Santiago Pedraglio

Una pregunta clave de estos últimos meses se refiere al camino necesario para restablecer la autoridad del Estado sobre el territorio nacional. Una respuesta con muchos seguidores es restablecer la pena de muerte, lo que permitiría, suponen sus sostenedores, controlar la delincuencia –por lo menos, la más peligrosa–. Hay quienes la ven incluso como un escarmiento para sortear la corrupción.

Antauro Humala proclama que de llegar a la Presidencia de la República impondrá la pena de muerte para los corruptos apelando al cargo de traición a la patria. Pone énfasis en su aplicación a los presidentes corruptos y anuncia un mecanismo superexpeditivo: declarar írrita la Constitución de 1993 y poner en vigencia la de 1979, que, según su interpretación, permite castigar con la pena capital (Epicentro, 2 de noviembre del 2022). Por su parte, el actor Carlos Álvarez sostiene que todo delincuente o criminal “tiene que ser declarado como objetivo militar”. Considera que el sicariato, el secuestro y la extorsión deben ser considerados traición a la patria; esto es, pasibles de pena de muerte (Perú 21 TV, 28/1/2024 ).

Al margen de cualquier debate político, jurídico y hasta de derechos humanos, ¿es realista pensar, en el Perú, que la aplicación de la pena de muerte como medida líder del Estado va a controlar el crimen organizado, el sicariato, la corrupción…? Ciertamente, no.

Si se examinan el transporte de cocaína, la tala ilegal, la extorsión de mediana o gran escala, y otros graves delitos por el estilo, se verá que la gran mayoría de sus ejecutores son delincuentes jóvenes –¿los futuros fusilados?– o personas que en un alto porcentaje no son quienes dirigen el negocio ni en su provincia o región. Así, pues, los “tiburones” seguirán fuera de la mira. Y si bien los delincuentes jóvenes pueden llegar a ser fieros y crueles, no se puede perder de vista que el gran negocio ilegal hoy es transnacional. Está organizado y dirigido por medianas o grandes corporaciones transnacionales, si bien con asentamientos nacionales. En un contexto como este, los jóvenes son fácilmente intercambiables; los “tiburones”, no.

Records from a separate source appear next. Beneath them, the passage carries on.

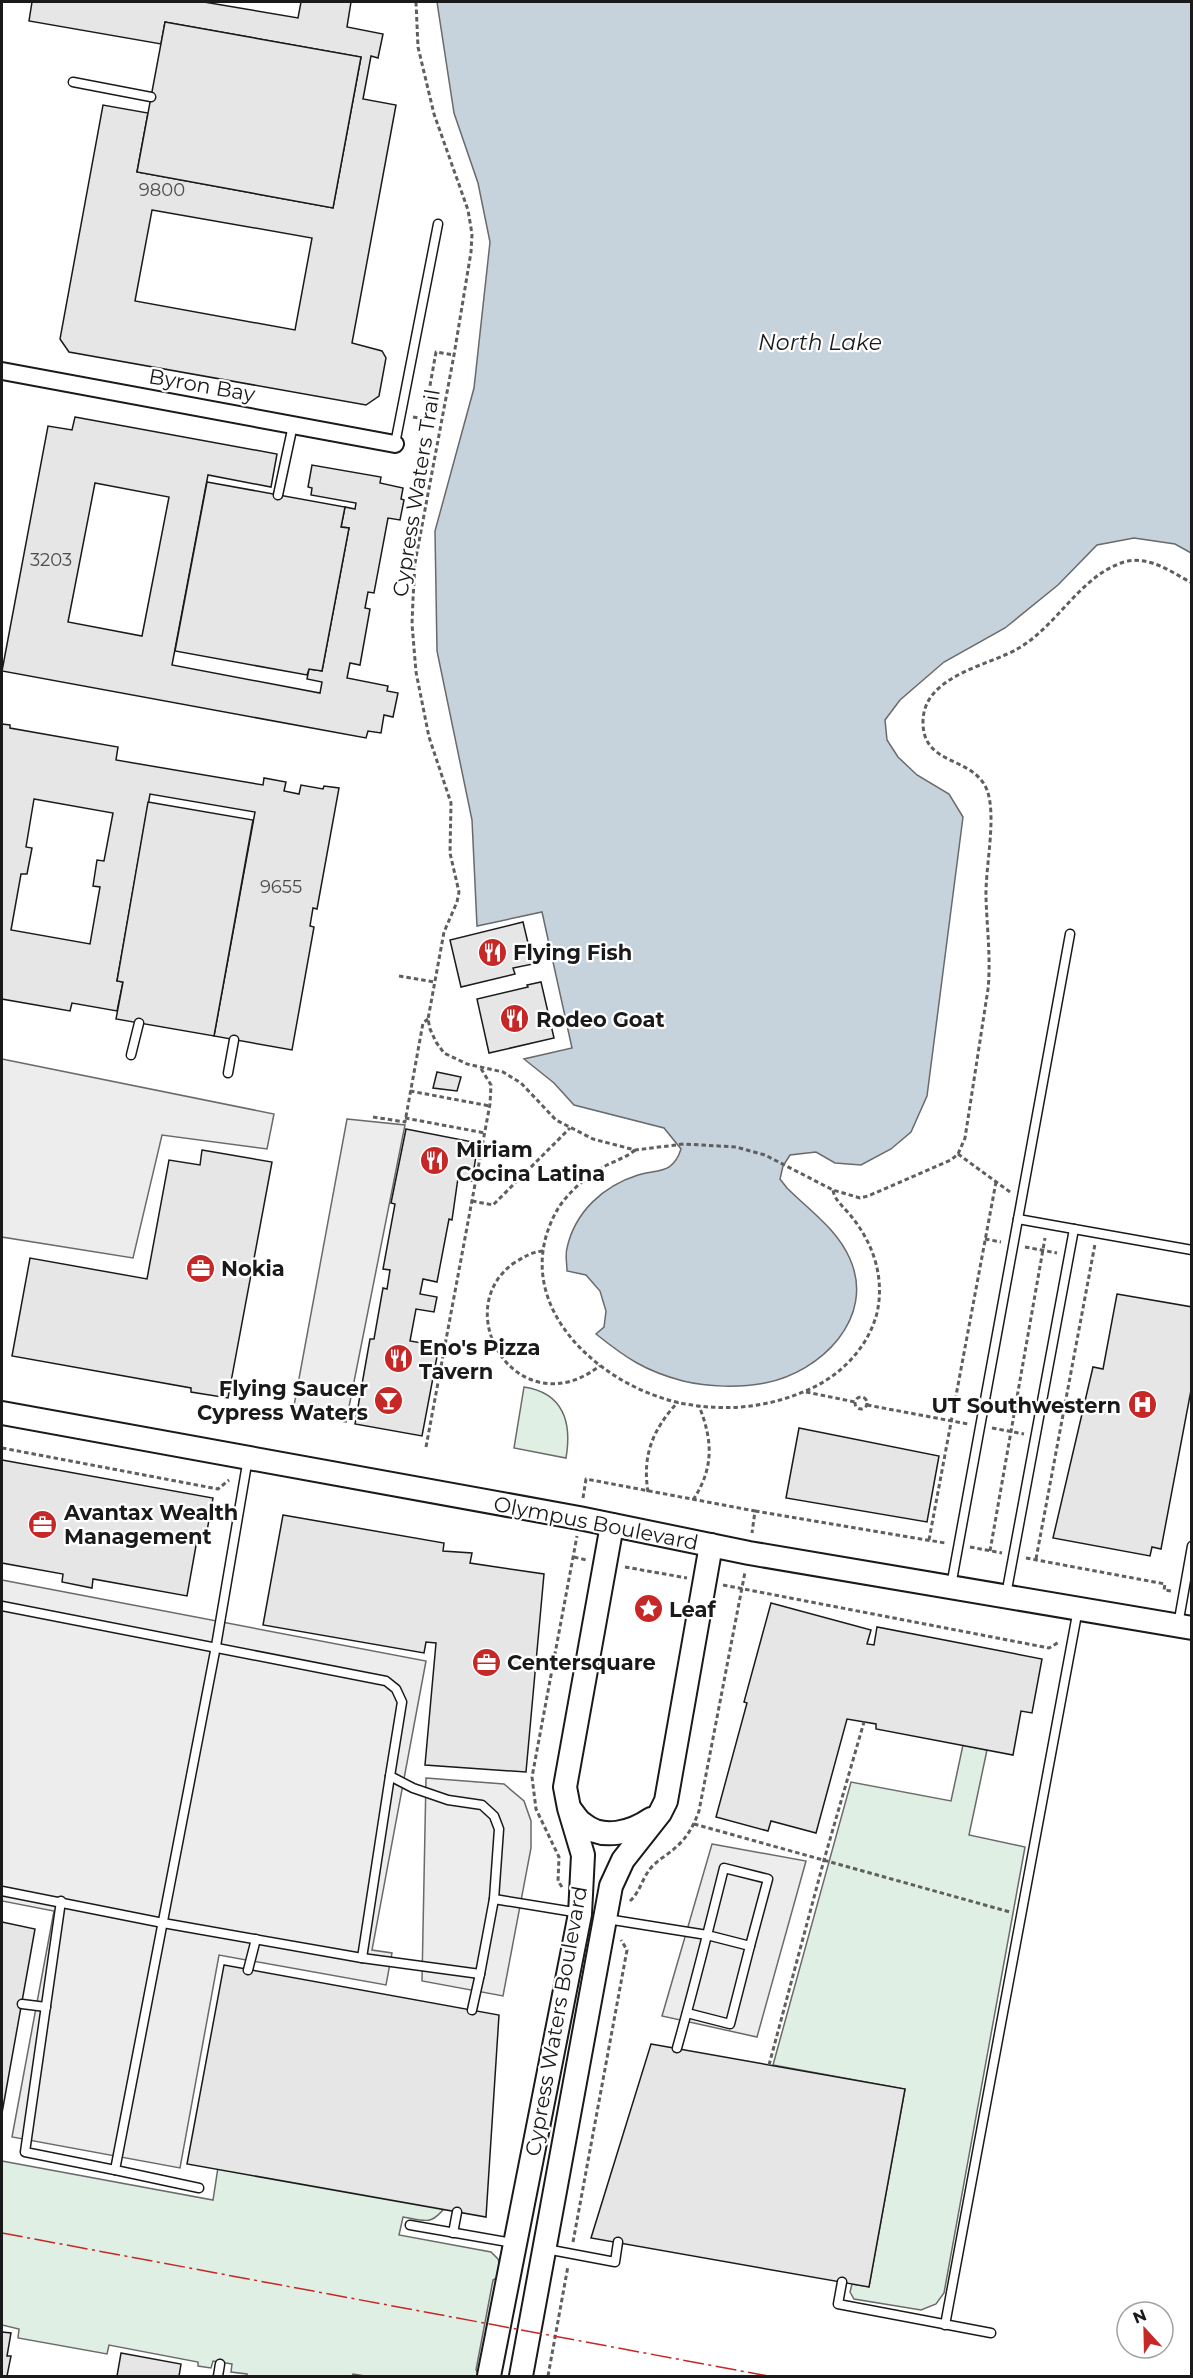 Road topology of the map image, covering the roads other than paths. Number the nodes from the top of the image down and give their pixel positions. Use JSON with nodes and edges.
{"nodes":[{"id":1,"x":73,"y":82,"type":"dead end"},
{"id":2,"x":151,"y":97,"type":"dead end"},
{"id":3,"x":438,"y":224,"type":"dead end"},
{"id":4,"x":2,"y":371,"type":"edge"},
{"id":5,"x":293,"y":425,"type":"junction"},
{"id":6,"x":394,"y":444,"type":"joint"},
{"id":7,"x":278,"y":495,"type":"dead end"},
{"id":8,"x":1070,"y":934,"type":"dead end"},
{"id":9,"x":139,"y":1023,"type":"dead end"},
{"id":10,"x":234,"y":1040,"type":"dead end"},
{"id":11,"x":131,"y":1055,"type":"dead end"},
{"id":12,"x":228,"y":1073,"type":"dead end"},
{"id":13,"x":1018,"y":1219,"type":"junction"},
{"id":14,"x":1074,"y":1229,"type":"junction"},
{"id":15,"x":1191,"y":1250,"type":"edge"},
{"id":16,"x":2,"y":1413,"type":"edge"},
{"id":17,"x":248,"y":1458,"type":"junction"},
{"id":18,"x":612,"y":1525,"type":"junction"},
{"id":19,"x":711,"y":1545,"type":"junction"},
{"id":20,"x":1191,"y":1546,"type":"edge"},
{"id":21,"x":951,"y":1586,"type":"junction"},
{"id":22,"x":1006,"y":1595,"type":"junction"},
{"id":23,"x":2,"y":1606,"type":"edge"},
{"id":24,"x":1078,"y":1609,"type":"junction"},
{"id":25,"x":1184,"y":1627,"type":"edge"},
{"id":26,"x":216,"y":1646,"type":"junction"},
{"id":27,"x":390,"y":1776,"type":"junction"},
{"id":28,"x":569,"y":1808,"type":"junction"},
{"id":29,"x":660,"y":1813,"type":"junction"},
{"id":30,"x":2,"y":1891,"type":"edge"},
{"id":31,"x":494,"y":1899,"type":"junction"},
{"id":32,"x":61,"y":1901,"type":"junction"},
{"id":33,"x":580,"y":1914,"type":"junction"},
{"id":34,"x":163,"y":1923,"type":"junction"},
{"id":35,"x":613,"y":1928,"type":"junction"},
{"id":36,"x":707,"y":1935,"type":"junction"},
{"id":37,"x":256,"y":1939,"type":"junction"},
{"id":38,"x":750,"y":1946,"type":"junction"},
{"id":39,"x":362,"y":1958,"type":"junction"},
{"id":40,"x":248,"y":1970,"type":"dead end"},
{"id":41,"x":480,"y":1974,"type":"junction"},
{"id":42,"x":22,"y":2004,"type":"dead end"},
{"id":43,"x":46,"y":2007,"type":"junction"},
{"id":44,"x":472,"y":2010,"type":"dead end"},
{"id":45,"x":687,"y":2013,"type":"junction"},
{"id":46,"x":677,"y":2048,"type":"dead end"},
{"id":47,"x":115,"y":2170,"type":"junction"},
{"id":48,"x":199,"y":2188,"type":"dead end"},
{"id":49,"x":457,"y":2212,"type":"dead end"},
{"id":50,"x":410,"y":2225,"type":"dead end"},
{"id":51,"x":453,"y":2233,"type":"junction"},
{"id":52,"x":618,"y":2242,"type":"dead end"},
{"id":53,"x":514,"y":2244,"type":"junction"},
{"id":54,"x":543,"y":2249,"type":"junction"},
{"id":55,"x":842,"y":2282,"type":"dead end"},
{"id":56,"x":945,"y":2325,"type":"junction"},
{"id":57,"x":991,"y":2333,"type":"dead end"},
{"id":58,"x":220,"y":2364,"type":"dead end"},
{"id":59,"x":218,"y":2376,"type":"edge"},
{"id":60,"x":489,"y":2376,"type":"edge"},
{"id":61,"x":521,"y":2376,"type":"edge"}],
"edges":[{"from":1,"to":2,"type":"lane"},
{"from":3,"to":6,"type":"lane"},
{"from":4,"to":5,"type":"street","name":"Byron Bay"},
{"from":5,"to":6,"type":"street","name":"Byron Bay"},
{"from":5,"to":7,"type":"lane"},
{"from":8,"to":13,"type":"lane"},
{"from":9,"to":11,"type":"lane"},
{"from":10,"to":12,"type":"lane"},
{"from":13,"to":14,"type":"lane"},
{"from":13,"to":21,"type":"lane"},
{"from":14,"to":15,"type":"lane"},
{"from":14,"to":22,"type":"lane"},
{"from":16,"to":17,"type":"street","name":"Olympus Boulevard"},
{"from":17,"to":18,"type":"street","name":"Olympus Boulevard"},
{"from":17,"to":26,"type":"lane"},
{"from":18,"to":19,"type":"street","name":"Olympus Boulevard"},
{"from":18,"to":28,"type":"street","name":"Cypress Waters Boulevard"},
{"from":19,"to":21,"type":"street","name":"Olympus Boulevard"},
{"from":19,"to":29,"type":"street","name":"Cypress Waters Boulevard"},
{"from":20,"to":25,"type":"lane"},
{"from":21,"to":22,"type":"street","name":"Olympus Boulevard"},
{"from":22,"to":24,"type":"street","name":"Olympus Boulevard"},
{"from":23,"to":26,"type":"lane"},
{"from":24,"to":25,"type":"street","name":"Olympus Boulevard"},
{"from":24,"to":56,"type":"lane"},
{"from":26,"to":27,"type":"lane"},
{"from":26,"to":34,"type":"lane"},
{"from":27,"to":31,"type":"lane"},
{"from":27,"to":39,"type":"lane"},
{"from":28,"to":29,"type":"street"},
{"from":28,"to":33,"type":"street","name":"Cypress Waters Boulevard"},
{"from":29,"to":35,"type":"street","name":"Cypress Waters Boulevard"},
{"from":30,"to":32,"type":"lane"},
{"from":31,"to":33,"type":"lane"},
{"from":31,"to":41,"type":"lane"},
{"from":32,"to":34,"type":"lane"},
{"from":32,"to":43,"type":"lane"},
{"from":33,"to":35,"type":"street"},
{"from":33,"to":53,"type":"street","name":"Cypress Waters Boulevard"},
{"from":34,"to":37,"type":"lane"},
{"from":34,"to":47,"type":"lane"},
{"from":35,"to":36,"type":"lane"},
{"from":35,"to":54,"type":"street","name":"Cypress Waters Boulevard"},
{"from":36,"to":38,"type":"lane"},
{"from":36,"to":38,"type":"lane"},
{"from":36,"to":45,"type":"lane"},
{"from":37,"to":39,"type":"lane"},
{"from":37,"to":40,"type":"lane"},
{"from":38,"to":45,"type":"lane"},
{"from":39,"to":41,"type":"lane"},
{"from":41,"to":44,"type":"lane"},
{"from":42,"to":43,"type":"lane"},
{"from":43,"to":47,"type":"lane"},
{"from":45,"to":46,"type":"lane"},
{"from":47,"to":48,"type":"lane"},
{"from":49,"to":51,"type":"lane"},
{"from":50,"to":51,"type":"lane"},
{"from":51,"to":53,"type":"lane"},
{"from":52,"to":54,"type":"lane"},
{"from":53,"to":54,"type":"street"},
{"from":53,"to":60,"type":"street","name":"Cypress Waters Boulevard"},
{"from":54,"to":61,"type":"street","name":"Cypress Waters Boulevard"},
{"from":55,"to":56,"type":"lane"},
{"from":56,"to":57,"type":"lane"},
{"from":58,"to":59,"type":"lane"}]}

¿Qué son el Tren de Aragua o los grandes cárteles mexicanos y brasileños, las ascendentes mafias ecuatorianas y hasta las peruanas? Estudios sobre el tema indican cómo los cárteles se alían o captan bandas locales, cómo se enclavan en múltiples rubros ilegales, cómo blanquean en gran escala y cómo mudan su negocio prioritario según los cambios del mercado (léase, por ejemplo, “Transformaciones de las organizaciones criminales en América Latina”, de Nicolás Zevallos, Jaris Mujica y Christian Campos, publicado el 2023 ).

El control de las maras en El Salvador empuja a políticos y a parte de la ciudadanía hacia la salida “estilo Nayib Bukele”. No obstante, las copias no funcionan bien. En especial, tomando en cuenta que el país centroamericano, que ayer debe haber reelegido a su presidente, tiene 21.041 km²; es decir, ocupa un territorio más pequeño que la región de La Libertad (25.500 km²). Siendo graves, los problemas de allá tienen particularidades y las soluciones también han de tenerlas. Otro dato importante es que en el Perú la delincuencia no es solo ni principalmente una realidad urbana. Las grandes ganancias se originan en las largas fronteras, en amplias zonas de la Amazonía, en territorios de minería ilegal. Las ciudades son más el espacio de blanqueo que el lugar de origen del lucro.

No es fácil responder a la pregunta planteada aquí al comienzo. Habrá que seguir debatiendo y tratando de llegar a acuerdos teniendo en cuenta las múltiples aristas del problema para acometerlo de una manera integral.